:: DATA TO PROCESS ::

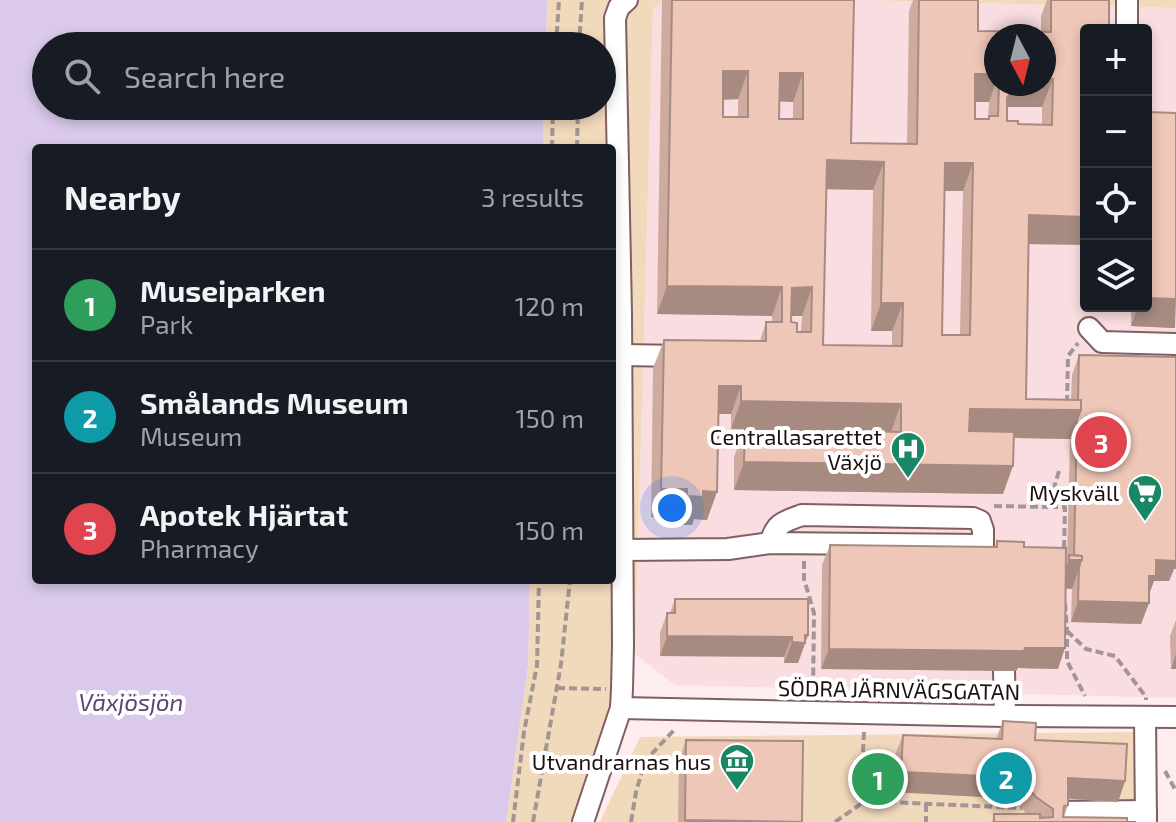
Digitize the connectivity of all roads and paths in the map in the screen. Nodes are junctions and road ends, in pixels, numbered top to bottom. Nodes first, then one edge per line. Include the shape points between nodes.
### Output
1 (559, 0) edge
2 (582, 0) edge
3 (627, 0) edge
4 (1127, 0) edge
5 (1127, 24) edge
6 (557, 32) edge
7 (580, 32) edge
8 (615, 32) edge
9 (616, 66) edge
10 (553, 120) edge
11 (578, 120) edge
12 (552, 144) edge
13 (577, 144) edge
14 (1089, 328) joint
15 (1176, 344) edge
16 (622, 355) junction
17 (699, 356) edge
18 (1066, 417) edge
19 (1059, 471) dead end
20 (770, 543) junction
21 (804, 543) junction
22 (833, 543) junction
23 (623, 550) junction
24 (1064, 554) edge
25 (832, 566) edge
26 (539, 584) edge
27 (570, 584) edge
28 (1065, 601) edge
29 (1067, 631) junction
30 (1004, 671) edge
31 (557, 688) junction
32 (813, 693) dead end
33 (1085, 696) dead end
34 (622, 699) junction
35 (1005, 716) junction
36 (1162, 717) edge
37 (677, 726) dead end
38 (864, 732) dead end
39 (1176, 736) edge
40 (865, 801) junction
41 (926, 804) junction
42 (1022, 808) dead end
43 (1060, 812) edge
44 (1146, 816) edge
45 (513, 822) edge
46 (533, 822) edge
47 (583, 822) edge
48 (631, 822) edge
49 (835, 822) edge
50 (926, 822) edge

1 - 6 path
2 - 7 path
3 - 8 street via 619,7
4 - 5 street
9 - 16 street
10 - 12 path
11 - 13 path
14 - 15 street via 1102,342
14 - 18 path via 1068,356
16 - 17 street
16 - 23 street
19 - 24 path via 1051,507 1065,507
20 - 21 street
20 - 22 street via 774,530 802,515 973,518 983,530 983,545
20 - 23 street
21 - 22 street
21 - 32 path via 804,579 814,613
22 - 25 street
23 - 34 street
26 - 45 path via 537,665
27 - 31 path
28 - 29 path
29 - 33 path via 1067,661
29 - 36 path via 1086,649 1115,656
30 - 35 street
31 - 34 path
31 - 46 path
34 - 35 street, SÖDRA JÄRNVÄGSGATAN
34 - 47 street
35 - 36 street, SÖDRA JÄRNVÄGSGATAN
36 - 39 street
36 - 44 street
37 - 48 path via 645,761
38 - 40 path
40 - 41 path
40 - 49 path
41 - 42 path
41 - 50 path
43 - 44 street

:::

TASK ITEM: Which lines of the records contain "dead"? Show each of them.

TASK SOLUTION:
19 (1059, 471) dead end
32 (813, 693) dead end
33 (1085, 696) dead end
37 (677, 726) dead end
38 (864, 732) dead end
42 (1022, 808) dead end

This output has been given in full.